*Task statement*. Repeat every entry word for word. Images do not belong in the copy.

*Data shown*.
▬▬▬
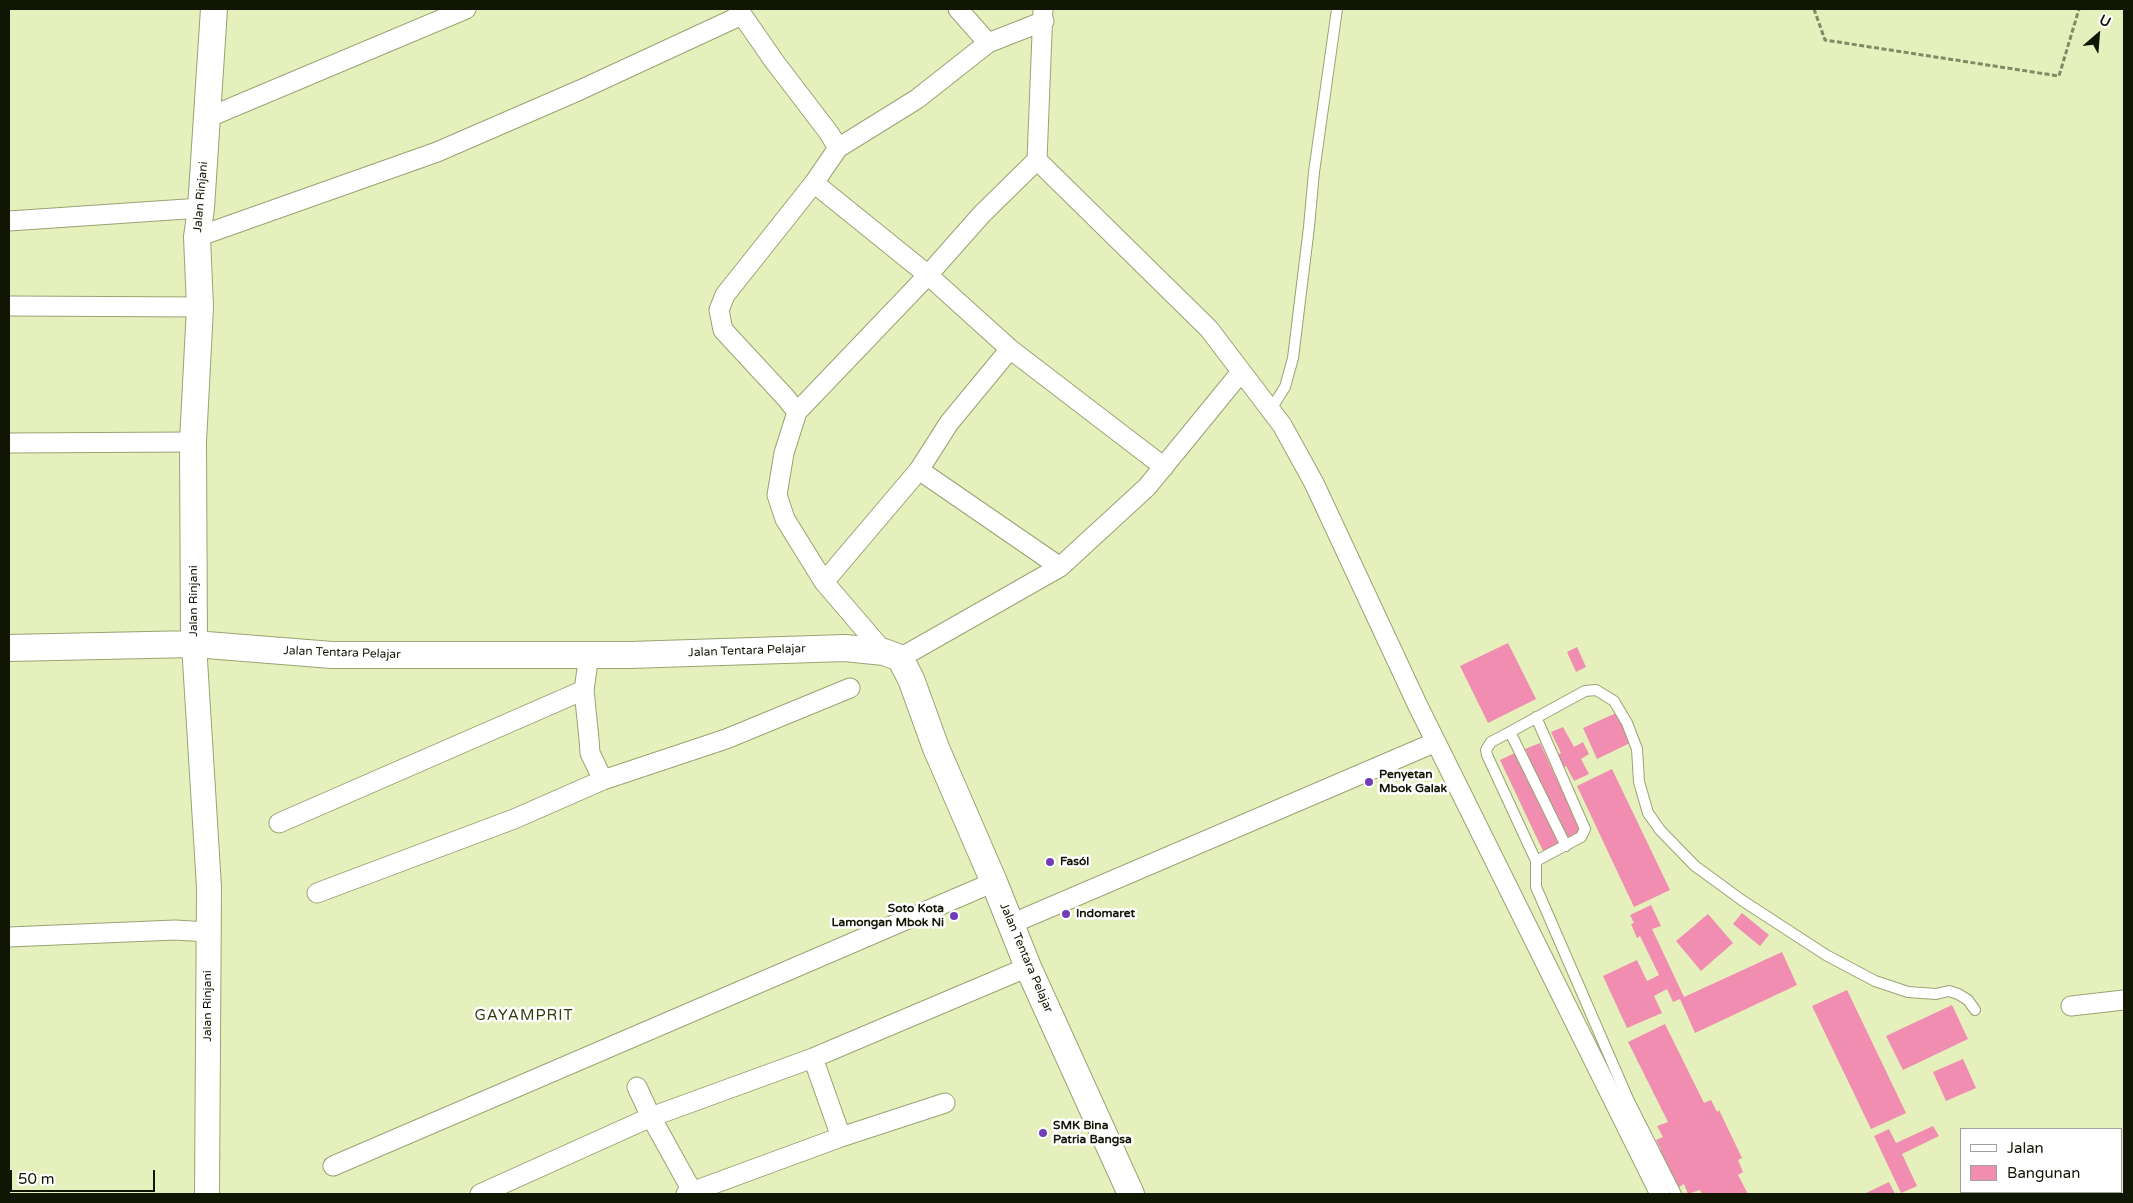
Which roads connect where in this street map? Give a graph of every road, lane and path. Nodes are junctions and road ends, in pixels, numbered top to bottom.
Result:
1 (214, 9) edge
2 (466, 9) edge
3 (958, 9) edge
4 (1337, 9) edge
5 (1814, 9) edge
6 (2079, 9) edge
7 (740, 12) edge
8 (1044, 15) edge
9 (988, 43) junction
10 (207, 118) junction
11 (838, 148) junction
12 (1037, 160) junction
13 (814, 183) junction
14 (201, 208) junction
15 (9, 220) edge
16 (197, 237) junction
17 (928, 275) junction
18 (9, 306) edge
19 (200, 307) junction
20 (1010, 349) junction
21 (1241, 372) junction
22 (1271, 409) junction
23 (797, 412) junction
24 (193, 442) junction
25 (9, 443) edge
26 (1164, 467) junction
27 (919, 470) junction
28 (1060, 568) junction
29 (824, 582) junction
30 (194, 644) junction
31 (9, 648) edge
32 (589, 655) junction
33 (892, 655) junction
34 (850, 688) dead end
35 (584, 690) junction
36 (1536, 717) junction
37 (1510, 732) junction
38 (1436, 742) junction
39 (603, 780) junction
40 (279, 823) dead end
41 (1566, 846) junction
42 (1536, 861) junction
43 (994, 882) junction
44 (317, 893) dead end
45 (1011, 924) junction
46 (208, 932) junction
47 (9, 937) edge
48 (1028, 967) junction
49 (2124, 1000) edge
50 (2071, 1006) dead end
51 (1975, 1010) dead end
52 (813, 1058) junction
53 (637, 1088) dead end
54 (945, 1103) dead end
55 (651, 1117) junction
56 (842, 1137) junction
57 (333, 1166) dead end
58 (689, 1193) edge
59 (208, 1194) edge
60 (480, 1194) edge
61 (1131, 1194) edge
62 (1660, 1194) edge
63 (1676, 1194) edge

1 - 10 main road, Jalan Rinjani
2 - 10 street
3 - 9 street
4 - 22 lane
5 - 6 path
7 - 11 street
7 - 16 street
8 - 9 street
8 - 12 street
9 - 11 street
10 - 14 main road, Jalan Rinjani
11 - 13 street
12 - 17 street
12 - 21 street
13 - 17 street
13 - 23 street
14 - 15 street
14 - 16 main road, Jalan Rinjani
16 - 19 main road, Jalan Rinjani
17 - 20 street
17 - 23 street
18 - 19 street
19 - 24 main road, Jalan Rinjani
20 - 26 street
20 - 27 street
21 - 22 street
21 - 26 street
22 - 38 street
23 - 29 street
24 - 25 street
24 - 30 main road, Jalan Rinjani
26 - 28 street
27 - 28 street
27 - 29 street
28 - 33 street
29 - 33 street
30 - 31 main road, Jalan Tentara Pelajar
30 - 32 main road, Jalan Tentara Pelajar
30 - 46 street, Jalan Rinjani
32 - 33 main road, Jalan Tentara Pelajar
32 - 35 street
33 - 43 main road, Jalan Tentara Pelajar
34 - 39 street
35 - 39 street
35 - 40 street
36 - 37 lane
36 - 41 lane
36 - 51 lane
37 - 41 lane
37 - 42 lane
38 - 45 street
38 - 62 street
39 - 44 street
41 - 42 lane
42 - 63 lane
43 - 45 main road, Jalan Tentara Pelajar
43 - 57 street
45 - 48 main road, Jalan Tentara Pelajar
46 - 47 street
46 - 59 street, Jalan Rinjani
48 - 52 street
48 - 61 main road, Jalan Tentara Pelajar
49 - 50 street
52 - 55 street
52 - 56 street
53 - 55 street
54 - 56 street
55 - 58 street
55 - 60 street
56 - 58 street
▬▬▬
*Written reply*.
Which roads connect where in this street map? Give a graph of every road, lane and path. Nodes are junctions and road ends, in pixels, numbered top to bottom.
Result:
1 (214, 9) edge
2 (466, 9) edge
3 (958, 9) edge
4 (1337, 9) edge
5 (1814, 9) edge
6 (2079, 9) edge
7 (740, 12) edge
8 (1044, 15) edge
9 (988, 43) junction
10 (207, 118) junction
11 (838, 148) junction
12 (1037, 160) junction
13 (814, 183) junction
14 (201, 208) junction
15 (9, 220) edge
16 (197, 237) junction
17 (928, 275) junction
18 (9, 306) edge
19 (200, 307) junction
20 (1010, 349) junction
21 (1241, 372) junction
22 (1271, 409) junction
23 (797, 412) junction
24 (193, 442) junction
25 (9, 443) edge
26 (1164, 467) junction
27 (919, 470) junction
28 (1060, 568) junction
29 (824, 582) junction
30 (194, 644) junction
31 (9, 648) edge
32 (589, 655) junction
33 (892, 655) junction
34 (850, 688) dead end
35 (584, 690) junction
36 (1536, 717) junction
37 (1510, 732) junction
38 (1436, 742) junction
39 (603, 780) junction
40 (279, 823) dead end
41 (1566, 846) junction
42 (1536, 861) junction
43 (994, 882) junction
44 (317, 893) dead end
45 (1011, 924) junction
46 (208, 932) junction
47 (9, 937) edge
48 (1028, 967) junction
49 (2124, 1000) edge
50 (2071, 1006) dead end
51 (1975, 1010) dead end
52 (813, 1058) junction
53 (637, 1088) dead end
54 (945, 1103) dead end
55 (651, 1117) junction
56 (842, 1137) junction
57 (333, 1166) dead end
58 (689, 1193) edge
59 (208, 1194) edge
60 (480, 1194) edge
61 (1131, 1194) edge
62 (1660, 1194) edge
63 (1676, 1194) edge

1 - 10 main road, Jalan Rinjani
2 - 10 street
3 - 9 street
4 - 22 lane
5 - 6 path
7 - 11 street
7 - 16 street
8 - 9 street
8 - 12 street
9 - 11 street
10 - 14 main road, Jalan Rinjani
11 - 13 street
12 - 17 street
12 - 21 street
13 - 17 street
13 - 23 street
14 - 15 street
14 - 16 main road, Jalan Rinjani
16 - 19 main road, Jalan Rinjani
17 - 20 street
17 - 23 street
18 - 19 street
19 - 24 main road, Jalan Rinjani
20 - 26 street
20 - 27 street
21 - 22 street
21 - 26 street
22 - 38 street
23 - 29 street
24 - 25 street
24 - 30 main road, Jalan Rinjani
26 - 28 street
27 - 28 street
27 - 29 street
28 - 33 street
29 - 33 street
30 - 31 main road, Jalan Tentara Pelajar
30 - 32 main road, Jalan Tentara Pelajar
30 - 46 street, Jalan Rinjani
32 - 33 main road, Jalan Tentara Pelajar
32 - 35 street
33 - 43 main road, Jalan Tentara Pelajar
34 - 39 street
35 - 39 street
35 - 40 street
36 - 37 lane
36 - 41 lane
36 - 51 lane
37 - 41 lane
37 - 42 lane
38 - 45 street
38 - 62 street
39 - 44 street
41 - 42 lane
42 - 63 lane
43 - 45 main road, Jalan Tentara Pelajar
43 - 57 street
45 - 48 main road, Jalan Tentara Pelajar
46 - 47 street
46 - 59 street, Jalan Rinjani
48 - 52 street
48 - 61 main road, Jalan Tentara Pelajar
49 - 50 street
52 - 55 street
52 - 56 street
53 - 55 street
54 - 56 street
55 - 58 street
55 - 60 street
56 - 58 street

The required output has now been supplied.